Swaggering down the steps, Straus opened the show with a commanding rendition of “Isabel’s Moment,” played on an acoustic piano that sat just in front of the audience on the stage. She banged at the keys with the firm fingers of Elton John and the grandiosity of Lady Gaga singing “Speechless” (a song which Straus coincidentally covered) live and with a glass of whiskey.

Straus stood up and proceeded to play a few of the slower tracks from her new album — “Tough on Myself” and “Prophet” — with an upbeat intensity that enlivened the melancholic, sad-gay lilt which tinges her recorded music. She welcomed the audience with a twisted form of warmth — “Welcome to the Cheap Queen tour, bitch,” she spat. The crowd went wild.

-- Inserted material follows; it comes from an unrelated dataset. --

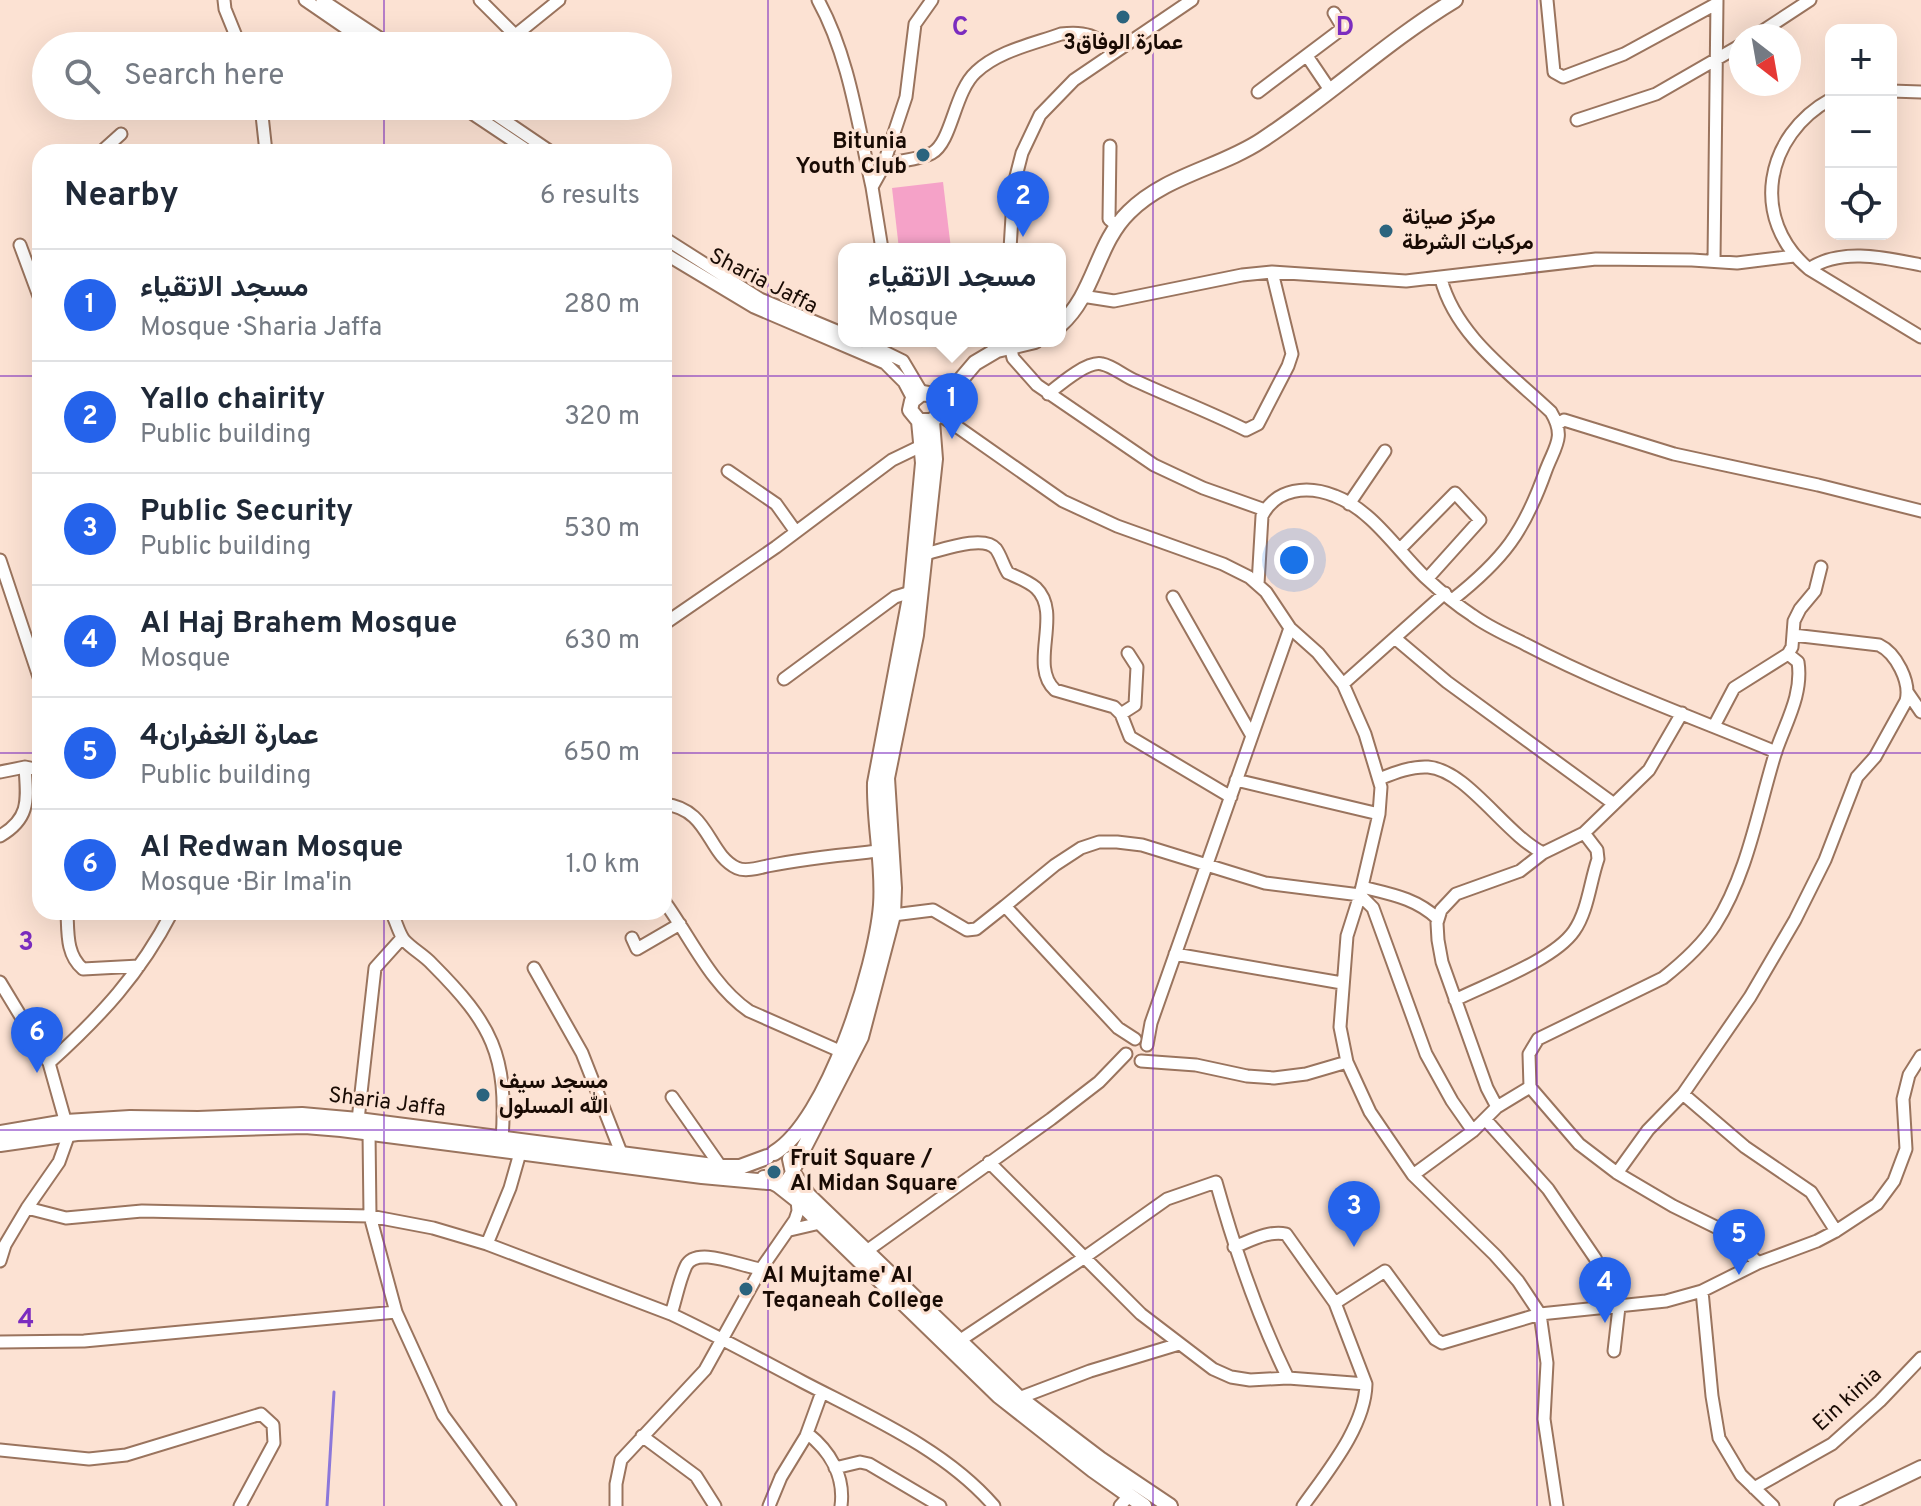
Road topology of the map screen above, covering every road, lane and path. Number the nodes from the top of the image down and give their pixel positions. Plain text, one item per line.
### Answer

Just under two years after releasing her first single, 20-year-old Straus has become something of a queer sex icon at meteoric speed. In September, she posed for Playboy as both a cheerleader and a varsity letterman. She recently cut her hair from a soft bob into a choppy, Joan Jett meets Mick Jagger shag. And beyond the explosively literal sexuality of her emergent discography — the song “Pussy is God” speaks for itself on this point — Straus has carefully cultivated the persona of a snide, unadulterated id: the mildly arrogant New Yorker who knows that everyone now wants to have sex with her. More acutely, everyone wants her to have sex with them.

The version of King Princess onstage — brash, pelvic-thrusting, leather-diaper-wearing — embraced this burgeoning dimension of Straus’s appeal. Her constant hip gyrations, some of which included the mic stand as a phallic prop, evoked a sexed-up Elvis. Midway through the show, a stagehand was summoned to unzip the aforementioned leather diaper from Straus’ body in a moment of pure, concertedly campy spectacle.

From her opening “bitch,” though, something seemed intentionally unpleasant about Straus. Sucking on a straw from a red solo cup, she repeatedly called offstage for “more juice” in between numbers even as she became visibly drunker — never mind the fact that she’s underage. During the final encore, a rockified rendition of the unreleased ballad “Ohio,” she persisted in kicking over the mic stand, not once, not twice, but three times, each time after which the same poor stagehand shuffled sadly out of the wings to right it once more. These choices seemed self-conscious, as if she were proving a point that she, too, could abuse her body and treat people miserably, just like the rest of her gender-transcendent (yet mostly, practically, male) rock ancestors.

Based solely on the industry weariness Straus projected throughout the concert, one would imagine she’d been around the block. She introduced “1950,” a candy-coated tale of repressed queer love that pays homage to its closeted ancestors — and undeniably the song that jump-started her career — as “the one I’ll be playing until I fucking die.” Considering that the song came out in February of 2018, it’s difficult to accept just how far this new, sexier, and drunker King Princess may feel she’s strayed from her sweeter teenage origins.

But to be fair, Straus is only 20, finding fame during the years of her life in which we all experience the greatest rate of change. Undeniably, she has broken barriers in pop, inspiring a legion of non-conforming folks and manifesting the most basic desires of the queer community — that we hear ourselves, explicitly, in the music that dominates airwaves. She bears the weight of a long legacy, one she both embodies in its radical queerness and resists accepting in its prescription. For better or for worse, King Princess matters, more so than the average pop star. What happens when the act of self-destructive degeneracy becomes more than just a performance? It may be unfair — but one cannot help worrying, somewhat selfishly, that she doesn’t age herself before her time.